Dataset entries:
##########
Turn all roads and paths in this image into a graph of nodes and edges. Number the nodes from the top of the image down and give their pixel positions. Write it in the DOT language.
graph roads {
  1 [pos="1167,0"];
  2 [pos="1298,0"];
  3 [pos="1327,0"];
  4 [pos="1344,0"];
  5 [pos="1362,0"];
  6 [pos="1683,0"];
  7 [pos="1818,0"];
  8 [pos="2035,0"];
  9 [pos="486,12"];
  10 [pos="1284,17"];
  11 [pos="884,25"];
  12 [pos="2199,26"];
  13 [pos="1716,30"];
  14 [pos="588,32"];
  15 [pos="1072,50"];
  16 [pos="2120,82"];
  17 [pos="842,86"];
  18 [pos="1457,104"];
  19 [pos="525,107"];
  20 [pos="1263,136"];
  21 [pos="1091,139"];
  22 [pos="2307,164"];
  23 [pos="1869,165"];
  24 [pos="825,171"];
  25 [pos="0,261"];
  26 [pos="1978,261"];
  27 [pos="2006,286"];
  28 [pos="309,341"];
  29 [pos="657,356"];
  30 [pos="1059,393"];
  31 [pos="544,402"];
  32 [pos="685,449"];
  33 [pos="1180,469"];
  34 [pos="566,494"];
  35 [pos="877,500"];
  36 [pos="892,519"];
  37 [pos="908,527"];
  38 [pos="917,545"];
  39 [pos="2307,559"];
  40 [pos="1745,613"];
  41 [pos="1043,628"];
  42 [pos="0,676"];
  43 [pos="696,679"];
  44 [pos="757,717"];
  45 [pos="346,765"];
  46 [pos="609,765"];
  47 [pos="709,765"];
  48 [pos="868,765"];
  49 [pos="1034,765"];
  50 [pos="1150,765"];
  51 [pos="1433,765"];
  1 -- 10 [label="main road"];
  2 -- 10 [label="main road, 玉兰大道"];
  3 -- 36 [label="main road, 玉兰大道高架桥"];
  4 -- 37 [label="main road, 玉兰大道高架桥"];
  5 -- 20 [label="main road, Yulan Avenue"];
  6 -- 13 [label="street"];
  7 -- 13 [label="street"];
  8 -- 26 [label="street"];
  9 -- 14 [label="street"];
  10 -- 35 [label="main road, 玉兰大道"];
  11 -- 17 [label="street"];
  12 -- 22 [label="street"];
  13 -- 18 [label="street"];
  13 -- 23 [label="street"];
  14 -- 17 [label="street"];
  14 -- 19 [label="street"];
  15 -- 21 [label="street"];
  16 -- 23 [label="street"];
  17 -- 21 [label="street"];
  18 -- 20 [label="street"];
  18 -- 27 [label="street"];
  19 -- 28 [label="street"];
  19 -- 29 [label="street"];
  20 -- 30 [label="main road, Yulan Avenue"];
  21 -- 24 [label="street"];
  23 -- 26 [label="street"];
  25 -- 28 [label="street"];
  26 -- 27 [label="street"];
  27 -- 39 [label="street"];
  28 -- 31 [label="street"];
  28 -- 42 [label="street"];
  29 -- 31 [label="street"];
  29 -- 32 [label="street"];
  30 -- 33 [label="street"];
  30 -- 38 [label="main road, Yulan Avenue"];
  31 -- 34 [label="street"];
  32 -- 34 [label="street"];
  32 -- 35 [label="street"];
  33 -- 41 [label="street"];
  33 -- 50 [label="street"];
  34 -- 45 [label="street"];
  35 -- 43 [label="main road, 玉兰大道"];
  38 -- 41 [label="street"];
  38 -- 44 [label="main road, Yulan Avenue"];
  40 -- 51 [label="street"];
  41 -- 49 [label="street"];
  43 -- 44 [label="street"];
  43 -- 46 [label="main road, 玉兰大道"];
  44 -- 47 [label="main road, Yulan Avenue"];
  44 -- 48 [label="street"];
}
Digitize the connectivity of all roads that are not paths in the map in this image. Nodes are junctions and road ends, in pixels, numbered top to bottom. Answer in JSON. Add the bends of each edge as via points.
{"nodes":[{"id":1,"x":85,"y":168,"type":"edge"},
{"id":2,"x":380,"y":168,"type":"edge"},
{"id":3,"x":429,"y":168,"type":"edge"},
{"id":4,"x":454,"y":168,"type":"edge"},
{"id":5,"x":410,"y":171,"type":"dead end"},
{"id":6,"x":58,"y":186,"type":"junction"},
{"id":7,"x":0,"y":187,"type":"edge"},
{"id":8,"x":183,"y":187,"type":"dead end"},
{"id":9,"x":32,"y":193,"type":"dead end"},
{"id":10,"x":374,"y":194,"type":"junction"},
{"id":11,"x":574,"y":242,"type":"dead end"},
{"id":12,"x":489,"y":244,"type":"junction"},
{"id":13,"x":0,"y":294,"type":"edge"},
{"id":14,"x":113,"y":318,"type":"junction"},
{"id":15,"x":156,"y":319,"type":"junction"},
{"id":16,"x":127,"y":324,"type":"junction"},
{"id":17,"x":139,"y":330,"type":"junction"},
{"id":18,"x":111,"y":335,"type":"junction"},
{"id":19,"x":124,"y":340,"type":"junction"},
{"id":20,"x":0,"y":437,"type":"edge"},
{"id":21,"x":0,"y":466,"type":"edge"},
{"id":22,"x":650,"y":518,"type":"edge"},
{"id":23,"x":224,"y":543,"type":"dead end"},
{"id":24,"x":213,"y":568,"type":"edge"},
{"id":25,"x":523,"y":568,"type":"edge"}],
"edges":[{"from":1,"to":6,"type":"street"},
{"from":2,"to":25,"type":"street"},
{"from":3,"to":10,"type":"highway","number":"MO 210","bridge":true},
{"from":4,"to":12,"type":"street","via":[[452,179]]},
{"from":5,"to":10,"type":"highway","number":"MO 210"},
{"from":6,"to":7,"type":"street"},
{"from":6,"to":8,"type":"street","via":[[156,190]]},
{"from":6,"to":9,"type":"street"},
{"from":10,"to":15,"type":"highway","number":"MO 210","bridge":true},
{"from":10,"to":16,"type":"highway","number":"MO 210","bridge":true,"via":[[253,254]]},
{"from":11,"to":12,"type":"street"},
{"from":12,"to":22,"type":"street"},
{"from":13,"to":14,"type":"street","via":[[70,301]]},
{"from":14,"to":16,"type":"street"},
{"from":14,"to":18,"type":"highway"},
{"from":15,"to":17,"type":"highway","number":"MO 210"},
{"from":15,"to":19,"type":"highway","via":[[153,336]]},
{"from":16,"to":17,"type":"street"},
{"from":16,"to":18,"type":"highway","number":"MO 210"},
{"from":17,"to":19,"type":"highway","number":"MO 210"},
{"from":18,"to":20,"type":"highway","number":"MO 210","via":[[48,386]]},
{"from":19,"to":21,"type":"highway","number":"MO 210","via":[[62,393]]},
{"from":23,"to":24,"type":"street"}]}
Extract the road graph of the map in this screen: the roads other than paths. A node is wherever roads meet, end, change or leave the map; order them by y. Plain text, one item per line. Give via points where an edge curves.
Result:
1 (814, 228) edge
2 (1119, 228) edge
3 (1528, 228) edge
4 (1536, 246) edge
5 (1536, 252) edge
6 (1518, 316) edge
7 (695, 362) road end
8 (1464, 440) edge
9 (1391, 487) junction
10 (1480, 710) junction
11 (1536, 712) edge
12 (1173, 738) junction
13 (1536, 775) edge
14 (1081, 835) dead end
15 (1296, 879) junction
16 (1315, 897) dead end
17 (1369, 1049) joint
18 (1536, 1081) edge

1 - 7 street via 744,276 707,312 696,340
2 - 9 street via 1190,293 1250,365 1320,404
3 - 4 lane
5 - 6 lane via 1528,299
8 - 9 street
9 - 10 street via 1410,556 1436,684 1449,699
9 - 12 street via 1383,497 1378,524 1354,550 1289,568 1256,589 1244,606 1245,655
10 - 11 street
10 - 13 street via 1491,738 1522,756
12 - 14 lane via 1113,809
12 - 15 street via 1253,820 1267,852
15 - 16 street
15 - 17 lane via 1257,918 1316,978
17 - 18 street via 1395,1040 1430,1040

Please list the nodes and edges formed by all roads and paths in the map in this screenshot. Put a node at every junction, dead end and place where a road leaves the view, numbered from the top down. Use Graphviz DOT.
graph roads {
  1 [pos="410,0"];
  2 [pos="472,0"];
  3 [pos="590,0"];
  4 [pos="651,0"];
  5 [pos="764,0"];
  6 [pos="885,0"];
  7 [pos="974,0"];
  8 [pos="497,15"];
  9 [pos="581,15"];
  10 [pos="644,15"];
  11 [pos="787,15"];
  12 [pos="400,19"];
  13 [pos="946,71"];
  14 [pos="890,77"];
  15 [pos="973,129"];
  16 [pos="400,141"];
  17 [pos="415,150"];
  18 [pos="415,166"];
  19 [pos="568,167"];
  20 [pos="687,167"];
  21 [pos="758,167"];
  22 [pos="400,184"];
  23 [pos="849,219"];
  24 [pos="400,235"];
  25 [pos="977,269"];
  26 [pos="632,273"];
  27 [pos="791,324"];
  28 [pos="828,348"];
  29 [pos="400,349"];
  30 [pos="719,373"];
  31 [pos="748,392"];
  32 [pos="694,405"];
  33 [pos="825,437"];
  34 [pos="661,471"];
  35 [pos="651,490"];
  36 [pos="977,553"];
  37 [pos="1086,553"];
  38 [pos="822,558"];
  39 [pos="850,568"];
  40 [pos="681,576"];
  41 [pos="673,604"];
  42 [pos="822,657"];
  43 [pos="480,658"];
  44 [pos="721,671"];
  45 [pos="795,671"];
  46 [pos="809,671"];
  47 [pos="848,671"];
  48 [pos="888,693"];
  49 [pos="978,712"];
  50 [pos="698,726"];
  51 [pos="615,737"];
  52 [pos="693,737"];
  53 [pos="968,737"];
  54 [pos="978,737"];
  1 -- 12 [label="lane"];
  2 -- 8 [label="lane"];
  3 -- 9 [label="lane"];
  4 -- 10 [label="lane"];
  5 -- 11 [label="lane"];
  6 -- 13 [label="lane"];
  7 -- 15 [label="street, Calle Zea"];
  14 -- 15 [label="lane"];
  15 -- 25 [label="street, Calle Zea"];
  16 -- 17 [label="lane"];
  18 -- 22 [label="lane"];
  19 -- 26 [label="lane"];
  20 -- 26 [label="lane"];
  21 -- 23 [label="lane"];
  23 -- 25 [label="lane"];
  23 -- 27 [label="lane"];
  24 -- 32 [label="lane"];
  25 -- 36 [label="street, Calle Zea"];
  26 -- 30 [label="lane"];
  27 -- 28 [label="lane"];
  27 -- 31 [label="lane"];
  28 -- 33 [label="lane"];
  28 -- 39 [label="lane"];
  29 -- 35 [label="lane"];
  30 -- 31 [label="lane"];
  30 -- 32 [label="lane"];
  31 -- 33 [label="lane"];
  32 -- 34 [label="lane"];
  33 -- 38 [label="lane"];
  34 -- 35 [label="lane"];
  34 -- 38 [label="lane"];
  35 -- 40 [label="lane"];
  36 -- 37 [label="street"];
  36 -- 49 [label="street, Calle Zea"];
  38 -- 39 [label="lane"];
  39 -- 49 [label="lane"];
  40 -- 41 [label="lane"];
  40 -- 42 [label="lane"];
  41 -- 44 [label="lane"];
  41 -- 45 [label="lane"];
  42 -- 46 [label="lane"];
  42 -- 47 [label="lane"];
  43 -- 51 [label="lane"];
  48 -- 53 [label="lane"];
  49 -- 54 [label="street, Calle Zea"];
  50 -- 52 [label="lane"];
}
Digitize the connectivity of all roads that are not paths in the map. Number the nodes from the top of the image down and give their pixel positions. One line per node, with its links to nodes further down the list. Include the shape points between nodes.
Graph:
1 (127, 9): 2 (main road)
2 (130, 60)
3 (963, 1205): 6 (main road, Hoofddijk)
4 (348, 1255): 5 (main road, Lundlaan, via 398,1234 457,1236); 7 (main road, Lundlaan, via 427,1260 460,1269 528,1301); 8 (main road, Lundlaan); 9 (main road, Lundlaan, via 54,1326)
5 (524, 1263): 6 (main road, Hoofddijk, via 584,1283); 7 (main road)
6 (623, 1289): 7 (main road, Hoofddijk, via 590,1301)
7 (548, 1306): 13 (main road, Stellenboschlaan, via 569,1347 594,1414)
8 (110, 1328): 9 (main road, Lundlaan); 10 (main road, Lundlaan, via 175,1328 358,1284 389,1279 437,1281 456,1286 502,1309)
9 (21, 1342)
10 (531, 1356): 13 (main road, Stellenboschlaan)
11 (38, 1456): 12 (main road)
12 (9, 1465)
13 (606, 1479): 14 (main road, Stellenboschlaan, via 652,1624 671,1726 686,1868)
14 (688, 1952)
##########
Note every line of the records that holds the word "bridge", and copy it.

**Result for this task:**
{"from":3,"to":10,"type":"highway","number":"MO 210","bridge":true},
{"from":10,"to":15,"type":"highway","number":"MO 210","bridge":true},
{"from":10,"to":16,"type":"highway","number":"MO 210","bridge":true,"via":[[253,254]]},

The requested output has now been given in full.